* [INPUT RECORDS]
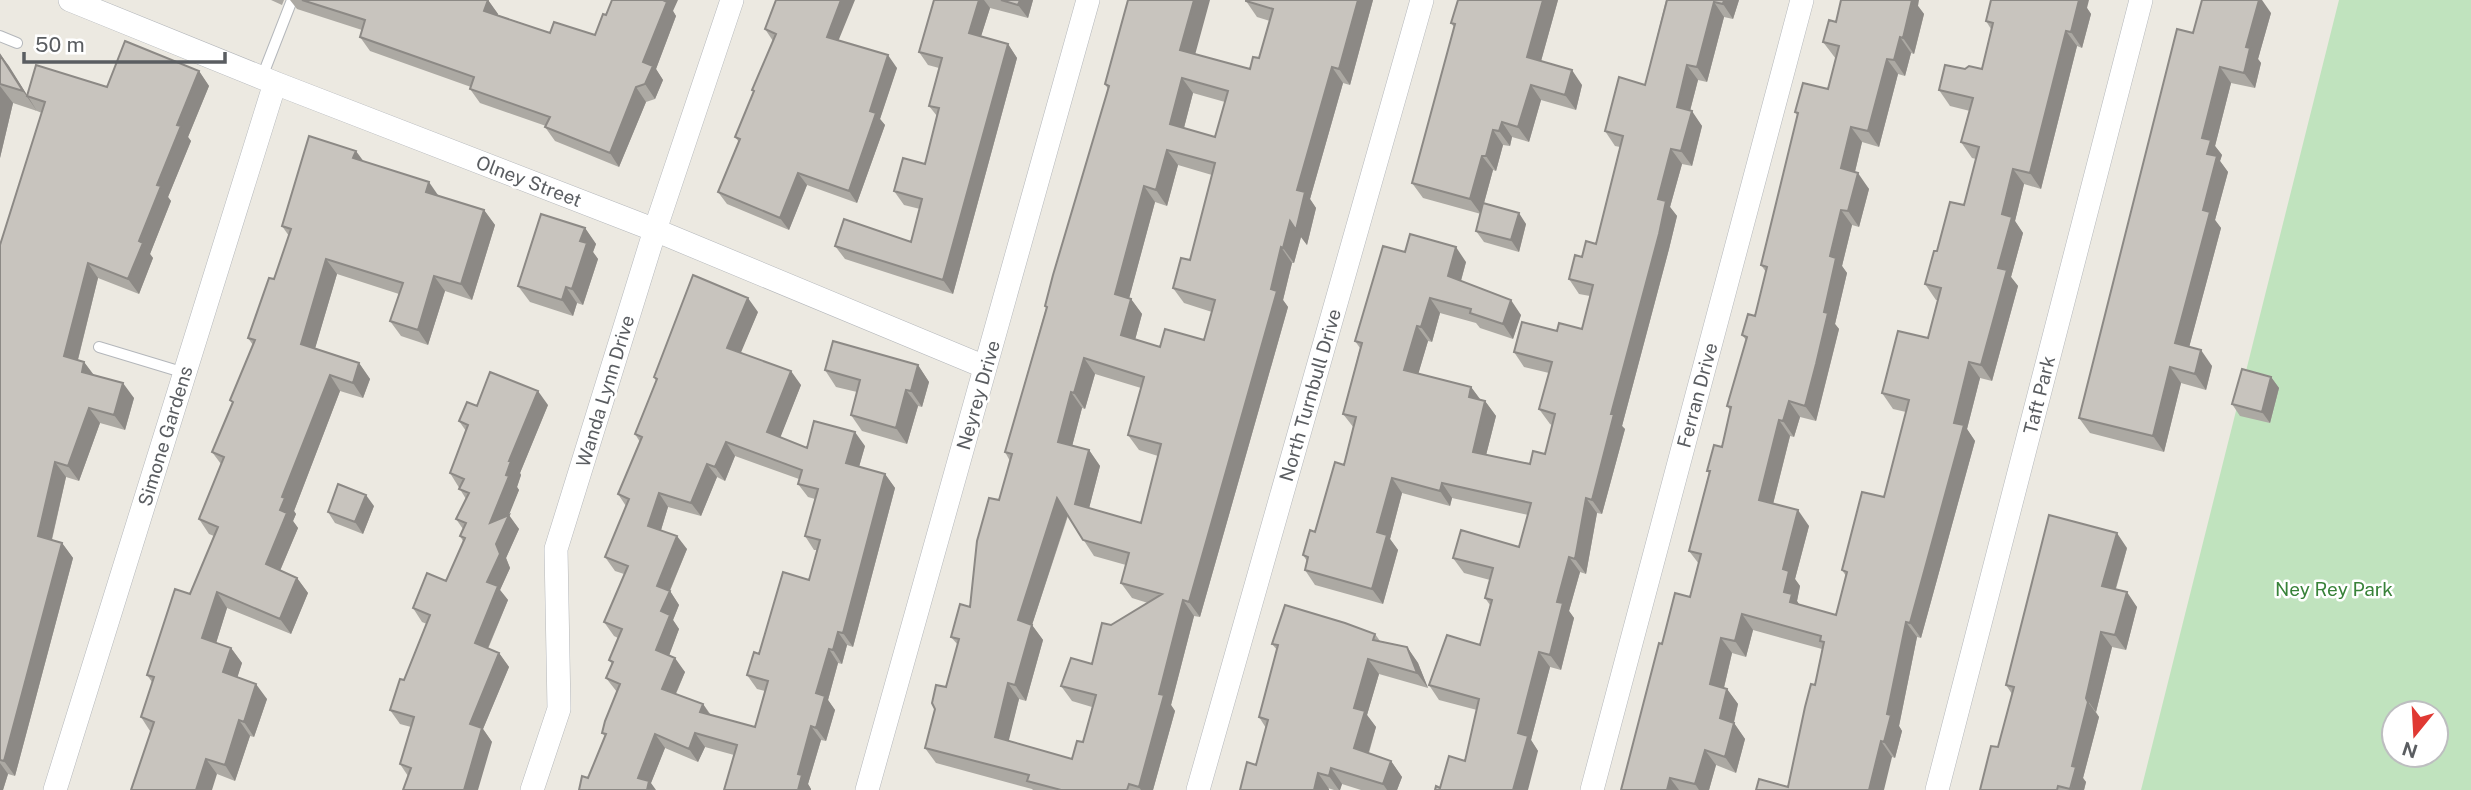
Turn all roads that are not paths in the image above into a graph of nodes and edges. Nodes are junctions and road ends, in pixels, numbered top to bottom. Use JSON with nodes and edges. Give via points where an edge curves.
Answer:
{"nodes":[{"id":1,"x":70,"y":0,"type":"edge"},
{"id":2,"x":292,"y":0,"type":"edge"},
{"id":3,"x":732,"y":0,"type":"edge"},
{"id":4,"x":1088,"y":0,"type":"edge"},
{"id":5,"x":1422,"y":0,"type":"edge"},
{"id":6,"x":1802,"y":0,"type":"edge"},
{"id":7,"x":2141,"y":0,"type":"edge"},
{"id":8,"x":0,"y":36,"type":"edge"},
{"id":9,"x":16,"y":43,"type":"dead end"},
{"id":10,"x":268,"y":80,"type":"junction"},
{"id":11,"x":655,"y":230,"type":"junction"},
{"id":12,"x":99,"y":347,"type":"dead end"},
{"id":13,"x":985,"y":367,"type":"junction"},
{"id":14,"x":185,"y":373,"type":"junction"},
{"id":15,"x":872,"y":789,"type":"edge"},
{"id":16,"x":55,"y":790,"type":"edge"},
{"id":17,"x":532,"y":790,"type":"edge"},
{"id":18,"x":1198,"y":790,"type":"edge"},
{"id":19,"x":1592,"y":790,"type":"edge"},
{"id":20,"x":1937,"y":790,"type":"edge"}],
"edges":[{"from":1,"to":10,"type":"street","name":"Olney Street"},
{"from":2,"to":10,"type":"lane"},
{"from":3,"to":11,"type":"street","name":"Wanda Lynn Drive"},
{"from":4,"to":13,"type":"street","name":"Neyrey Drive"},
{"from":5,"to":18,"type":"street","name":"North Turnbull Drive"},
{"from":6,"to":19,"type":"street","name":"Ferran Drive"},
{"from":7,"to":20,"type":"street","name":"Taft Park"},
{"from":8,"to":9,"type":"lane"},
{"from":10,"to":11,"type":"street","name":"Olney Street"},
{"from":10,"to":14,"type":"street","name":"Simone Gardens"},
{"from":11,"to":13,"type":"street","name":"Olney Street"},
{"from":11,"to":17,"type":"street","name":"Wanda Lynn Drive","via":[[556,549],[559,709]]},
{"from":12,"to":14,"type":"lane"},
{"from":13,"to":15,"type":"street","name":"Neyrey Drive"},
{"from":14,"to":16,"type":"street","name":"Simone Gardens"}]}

* * *

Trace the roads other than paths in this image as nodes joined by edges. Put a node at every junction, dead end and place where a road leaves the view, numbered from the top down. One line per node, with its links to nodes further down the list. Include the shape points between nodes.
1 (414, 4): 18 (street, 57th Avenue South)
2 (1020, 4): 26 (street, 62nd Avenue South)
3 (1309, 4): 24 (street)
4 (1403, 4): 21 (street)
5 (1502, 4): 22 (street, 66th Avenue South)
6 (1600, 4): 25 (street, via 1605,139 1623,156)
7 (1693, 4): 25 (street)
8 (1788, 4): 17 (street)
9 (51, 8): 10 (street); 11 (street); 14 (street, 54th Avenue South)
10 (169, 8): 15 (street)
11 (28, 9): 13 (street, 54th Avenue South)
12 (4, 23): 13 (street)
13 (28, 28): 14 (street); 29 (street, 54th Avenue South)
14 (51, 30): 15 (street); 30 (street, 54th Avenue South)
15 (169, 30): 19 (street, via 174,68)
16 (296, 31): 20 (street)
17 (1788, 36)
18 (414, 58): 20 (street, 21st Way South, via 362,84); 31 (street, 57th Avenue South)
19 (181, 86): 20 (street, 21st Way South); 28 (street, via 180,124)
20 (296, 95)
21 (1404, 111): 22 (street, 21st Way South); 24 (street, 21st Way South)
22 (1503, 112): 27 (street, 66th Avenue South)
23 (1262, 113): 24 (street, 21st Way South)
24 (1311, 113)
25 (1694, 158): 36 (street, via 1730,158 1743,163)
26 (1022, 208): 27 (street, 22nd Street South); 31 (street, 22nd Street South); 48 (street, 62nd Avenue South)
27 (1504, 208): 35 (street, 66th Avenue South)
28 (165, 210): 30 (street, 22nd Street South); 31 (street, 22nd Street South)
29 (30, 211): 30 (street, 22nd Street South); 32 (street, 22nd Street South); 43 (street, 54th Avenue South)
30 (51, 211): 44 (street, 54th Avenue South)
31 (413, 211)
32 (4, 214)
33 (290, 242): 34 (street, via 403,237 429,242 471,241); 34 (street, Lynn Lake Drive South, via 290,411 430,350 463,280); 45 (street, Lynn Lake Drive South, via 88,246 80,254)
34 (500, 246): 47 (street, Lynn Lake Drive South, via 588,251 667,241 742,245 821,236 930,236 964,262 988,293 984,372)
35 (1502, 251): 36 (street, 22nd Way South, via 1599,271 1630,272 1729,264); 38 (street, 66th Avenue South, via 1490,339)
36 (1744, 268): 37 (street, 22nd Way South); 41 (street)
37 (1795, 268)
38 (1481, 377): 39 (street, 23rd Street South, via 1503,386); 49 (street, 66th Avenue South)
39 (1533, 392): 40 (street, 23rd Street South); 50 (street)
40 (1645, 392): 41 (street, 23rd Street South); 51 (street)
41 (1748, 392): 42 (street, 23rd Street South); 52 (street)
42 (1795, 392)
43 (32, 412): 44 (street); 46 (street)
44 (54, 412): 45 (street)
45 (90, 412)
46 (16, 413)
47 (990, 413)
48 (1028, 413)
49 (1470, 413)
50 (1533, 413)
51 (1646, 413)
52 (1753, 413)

* [REQUIRED WORK]
When a line in the records above holds "lane", that line is to be reported.

* [ANSWER SECTION]
{"from":2,"to":10,"type":"lane"},
{"from":8,"to":9,"type":"lane"},
{"from":12,"to":14,"type":"lane"},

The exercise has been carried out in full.